Bagikan:

JAKARTA - Pembatasan Sosial Berskala Besar (PSBB) di Jakarta, mau tidak mau membuat para pekerja angkutan darat, khususnya transportasi umum kian lesu. Banyak pemilik armada, sopir, hingga kenek bus kehilangan pendapatan akibat kebijakan pembatasan pergerakan manusia sebagai upaya pencegahan penularan COVID-19.

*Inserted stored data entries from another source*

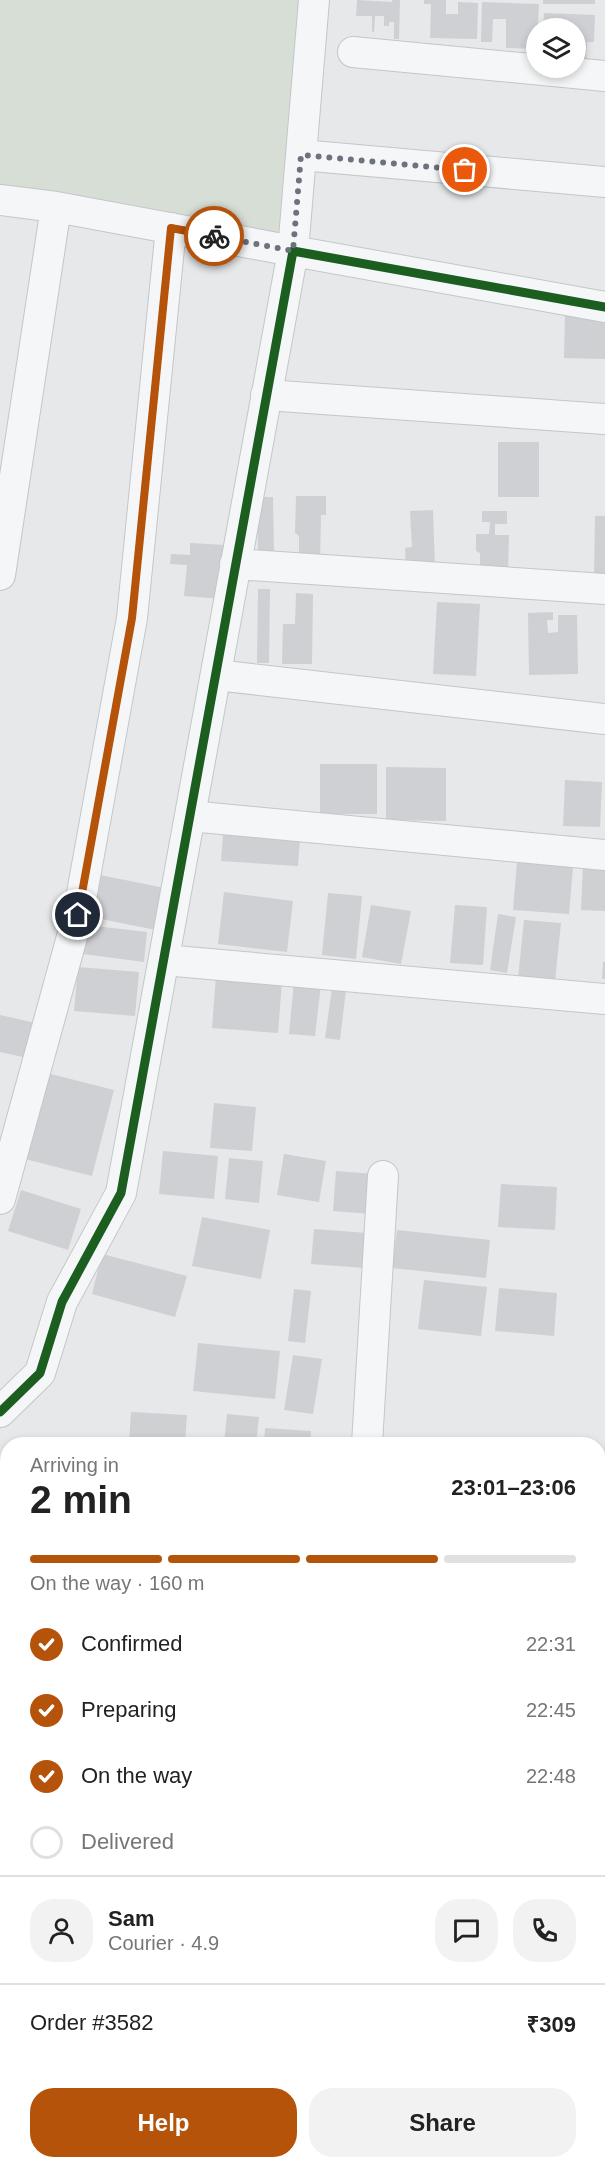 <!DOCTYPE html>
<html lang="en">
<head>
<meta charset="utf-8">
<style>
	body { margin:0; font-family:Arial,sans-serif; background:#f2f2f2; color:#222; height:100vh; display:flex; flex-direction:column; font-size:22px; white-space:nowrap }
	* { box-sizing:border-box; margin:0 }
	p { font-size:20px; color:#767676 }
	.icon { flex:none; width:33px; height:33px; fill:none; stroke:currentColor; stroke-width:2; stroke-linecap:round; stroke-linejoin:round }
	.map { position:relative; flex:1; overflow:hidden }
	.sheet { position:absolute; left:0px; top:1437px; width:606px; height:732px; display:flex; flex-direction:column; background:#fff; border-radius:24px 24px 0 0; box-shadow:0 3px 9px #0003 }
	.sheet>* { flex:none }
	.controls { position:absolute; left:526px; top:18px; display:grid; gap:12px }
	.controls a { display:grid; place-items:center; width:60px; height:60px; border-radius:50%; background:#fff; box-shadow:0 3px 9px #0003; font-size:30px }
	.pin { position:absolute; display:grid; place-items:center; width:51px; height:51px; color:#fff; margin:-26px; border:3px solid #fff; border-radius:50%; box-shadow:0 2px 6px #0007 }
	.courier { position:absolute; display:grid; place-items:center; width:60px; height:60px; margin:-30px; border:4px solid #b45309; border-radius:50%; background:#fff; color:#222; box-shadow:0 2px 8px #0007 }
	.head em { font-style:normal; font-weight:600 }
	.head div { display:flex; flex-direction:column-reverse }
	.head { display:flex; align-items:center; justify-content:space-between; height:102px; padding:0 30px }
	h1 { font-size:39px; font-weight:600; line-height:45px }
	.bar { display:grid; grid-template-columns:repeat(4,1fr); gap:9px 6px; align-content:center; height:72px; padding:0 30px }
	.bar i { height:8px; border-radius:4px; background:#e0e0e0 }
	.bar .on { background:#b45309 }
	.bar p { grid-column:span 4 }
	.line { display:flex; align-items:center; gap:15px; padding:0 30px; border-top:2px solid #e0e0e0 }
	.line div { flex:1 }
	.round { display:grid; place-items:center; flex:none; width:63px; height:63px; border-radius:24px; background:#f2f2f2 }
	ol { padding:0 30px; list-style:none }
	li { display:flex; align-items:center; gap:18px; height:66px }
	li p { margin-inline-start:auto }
	li .icon { padding:6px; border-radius:50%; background:#b45309; color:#fff; stroke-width:4 }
	li:last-child { color:#767676 }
	li i { width:33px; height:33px; border:3px solid #e0e0e0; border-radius:50% }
	.action { display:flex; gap:12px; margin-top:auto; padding:12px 30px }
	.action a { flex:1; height:69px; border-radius:24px; background:#b45309; color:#fff; font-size:24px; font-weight:600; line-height:69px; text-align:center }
	.action a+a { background:#f2f2f2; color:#222 }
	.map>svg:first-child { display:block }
	.green { fill:#d6ded6 }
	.building { fill:#ced0d3 }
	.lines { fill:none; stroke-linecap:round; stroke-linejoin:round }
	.street-casing { stroke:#c4c6c8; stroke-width:32 }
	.street { stroke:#f5f6f7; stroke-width:30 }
	.cycleway-casing { stroke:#f4f6f9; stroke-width:13 }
	.cycleway { stroke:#1b5e20; stroke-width:9 }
	.done { stroke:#6c737f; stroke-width:6; stroke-dasharray:0 10.8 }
	.route { stroke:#b45309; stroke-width:8 }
</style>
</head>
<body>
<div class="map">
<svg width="605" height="2169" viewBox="0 0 605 2169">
	<rect width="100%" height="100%" fill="#e6e8ea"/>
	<path class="green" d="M0,0H314L293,251L0,203Z"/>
	<path class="building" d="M357,0L392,2V0H400L399,39H394V22H389V26H384V16H375L374,32H372V16H356Z
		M424,0H446V14H458V2L478,3L477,39L430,38L431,4H424Z
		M543,0H595V4H543Z
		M482,2L539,4L537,49L506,48V19H493L492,42H481Z
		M544,13L595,15L594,42H587L586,62H576V28H543Z
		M565,313L605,314V359L564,358Z
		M498,442H539V497H498Z
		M296,496H326V515H321L320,562L299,561V536L295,533Z
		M257,497H273L274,553H258Z
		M433,510L435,569L406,570L405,548L412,547L410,511Z
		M482,511H507V524H495V535H509L508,574H480V553L476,551V534H489L490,522H482Z
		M595,516H605V579H594Z
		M190,543L226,545L222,599L184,596L187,565L170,564L171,554L190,555Z
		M258,589H270L269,663H257Z
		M296,593L313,594L312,664H282L283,624H295Z
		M437,602L480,604L476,676L433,674Z
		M553,612V620H547L548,633L558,632V615H577L578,674L529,675L528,613Z
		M320,764H377V814H320Z
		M386,767L446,768V821L386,820Z
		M565,780L602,782L600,827L563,826Z
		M223,834L300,839L298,866L221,861Z
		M517,862L573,867L569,914L513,910Z
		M583,865L605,866V911L581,910Z
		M95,874L165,888L156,930L86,916Z
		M224,892L293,901L287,952L218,944Z
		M328,893L362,896L356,959L322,955Z
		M371,905L411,911L401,964L362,957Z
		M455,905L487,907L483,965L450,963Z
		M498,914L516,917L507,973L490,970Z
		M524,920L561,923L555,981L518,978Z
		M86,925L147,932L144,962L83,954Z
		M603,962H605V979H602Z
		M78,967L139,972L135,1016L74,1011Z
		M216,976L282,981L278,1033L212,1028Z
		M294,981L321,984L315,1036L289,1034Z
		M332,988L346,990L340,1040L325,1038Z
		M0,1015L36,1023L27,1058L0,1052Z
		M47,1073L114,1090L92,1176L25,1159Z
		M214,1103L256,1107L252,1151L210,1148Z
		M163,1151L218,1156L214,1199L159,1194Z
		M284,1154L326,1161L319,1202L277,1195Z
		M229,1158L263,1161L259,1203L225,1199Z
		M336,1171L374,1174L371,1214L333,1211Z
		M501,1184L557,1187L555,1230L498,1227Z
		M21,1190L81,1209L68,1250L8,1231Z
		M202,1217L270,1230L261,1279L192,1266Z
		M314,1229L368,1233L365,1268L311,1264Z
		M397,1230L490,1240L486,1278L392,1268Z
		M102,1254L187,1276L175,1317L92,1294Z
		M424,1280L487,1287L481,1336L418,1329Z
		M499,1288L557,1293L554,1336L495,1331Z
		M294,1289L311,1291L305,1343L288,1341Z
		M198,1343L280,1351L275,1399L193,1391Z
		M293,1355L322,1359L313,1414L284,1410Z
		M131,1412L187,1415L185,1444H129Z
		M227,1414L259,1417L256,1444H224Z
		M265,1428L311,1431L310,1444H264Z
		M4,1547H8V1597H6Z
		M0,1604H8V1677H0Z
		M598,1793H605V1832H598Z
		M1,1850H8V1897H0Z
		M203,2162H248V2169H202Z
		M278,2162H319V2169H263V2166L278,2165Z"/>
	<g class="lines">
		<defs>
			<path id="street" d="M353,52L605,76
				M301,155L605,182
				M0,200L56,207L293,251L314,0
				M266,395L605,419
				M235,564L605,589
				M0,575L56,207
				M216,675L605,719
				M190,816L605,855
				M164,960L605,999
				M0,1199L78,915L132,618L171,228
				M0,1412L40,1373L62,1302L121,1193L293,251L605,307
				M367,1444L383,1176
				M598,1482H605
				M0,2053H8"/>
		</defs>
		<use href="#street" class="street-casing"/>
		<use href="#street" class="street"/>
		<defs>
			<path id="cycleway" d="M0,1412L40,1373L62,1302L121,1193L293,251L605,307"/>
		</defs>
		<use href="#cycleway" class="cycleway-casing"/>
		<use href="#cycleway" class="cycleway"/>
	</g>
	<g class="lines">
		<path class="done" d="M214,236L293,251L301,155L465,170"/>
		<path class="route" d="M78,915L132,618L171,228L214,236"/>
	</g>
</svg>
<div class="controls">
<a><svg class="icon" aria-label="layers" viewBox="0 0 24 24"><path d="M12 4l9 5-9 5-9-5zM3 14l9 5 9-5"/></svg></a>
</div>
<div class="pin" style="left:465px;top:170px;background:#ea580c"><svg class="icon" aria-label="bag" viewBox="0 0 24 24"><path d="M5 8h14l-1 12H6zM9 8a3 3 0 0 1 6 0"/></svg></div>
<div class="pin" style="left:78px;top:915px;background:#1f2937"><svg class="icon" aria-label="home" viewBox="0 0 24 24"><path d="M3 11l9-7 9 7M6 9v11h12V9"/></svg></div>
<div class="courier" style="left:214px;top:236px"><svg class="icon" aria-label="bike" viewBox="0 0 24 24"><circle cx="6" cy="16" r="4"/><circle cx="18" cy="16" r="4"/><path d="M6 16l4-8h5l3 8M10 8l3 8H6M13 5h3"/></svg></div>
<section class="sheet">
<div class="head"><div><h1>2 min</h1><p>Arriving in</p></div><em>23:01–23:06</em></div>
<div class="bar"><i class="on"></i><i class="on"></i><i class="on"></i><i></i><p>On the way · 160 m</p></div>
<ol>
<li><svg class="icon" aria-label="check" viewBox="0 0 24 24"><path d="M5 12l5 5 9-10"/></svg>Confirmed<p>22:31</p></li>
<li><svg class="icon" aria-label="check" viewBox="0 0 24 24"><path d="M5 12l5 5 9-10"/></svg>Preparing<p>22:45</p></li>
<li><svg class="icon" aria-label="check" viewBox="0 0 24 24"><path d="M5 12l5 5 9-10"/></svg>On the way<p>22:48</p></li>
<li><i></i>Delivered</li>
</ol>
<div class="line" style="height:108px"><a class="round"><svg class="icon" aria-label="person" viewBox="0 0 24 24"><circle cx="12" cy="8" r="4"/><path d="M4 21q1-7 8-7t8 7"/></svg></a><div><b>Sam</b><p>Courier · 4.9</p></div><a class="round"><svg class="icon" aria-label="chat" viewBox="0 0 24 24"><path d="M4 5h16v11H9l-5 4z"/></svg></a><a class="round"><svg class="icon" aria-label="phone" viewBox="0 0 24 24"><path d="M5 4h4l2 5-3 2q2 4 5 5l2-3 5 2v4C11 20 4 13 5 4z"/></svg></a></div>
<div class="line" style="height:78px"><div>Order #3582</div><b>₹309</b></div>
<div class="action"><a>Help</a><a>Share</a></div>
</section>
</div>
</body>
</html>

Ketua Organisasi Angkutan Darat (Organda) DKI Jakarta Shafruhan Sinungan menuturkan besarnya penurunan aktivitas operasi kendaraan. Dari 85.902 armada angkutan umum yang terdaftar, kini hanya tinggal 8.500 angkutan yang masih sanggup beroperasi. 

Bahkan, pengoperasian bus antarkota dan antarprovinsi (AKAP), antar jemput antarprovinsi (AJAP), dan pariwisata saat ini lumpuh seratus persen. Sejak 30 Maret, Pemprov DKI menghentikan sementara waktu operasional bus dengan trayek asal dan tujuan Jakarta tersebut.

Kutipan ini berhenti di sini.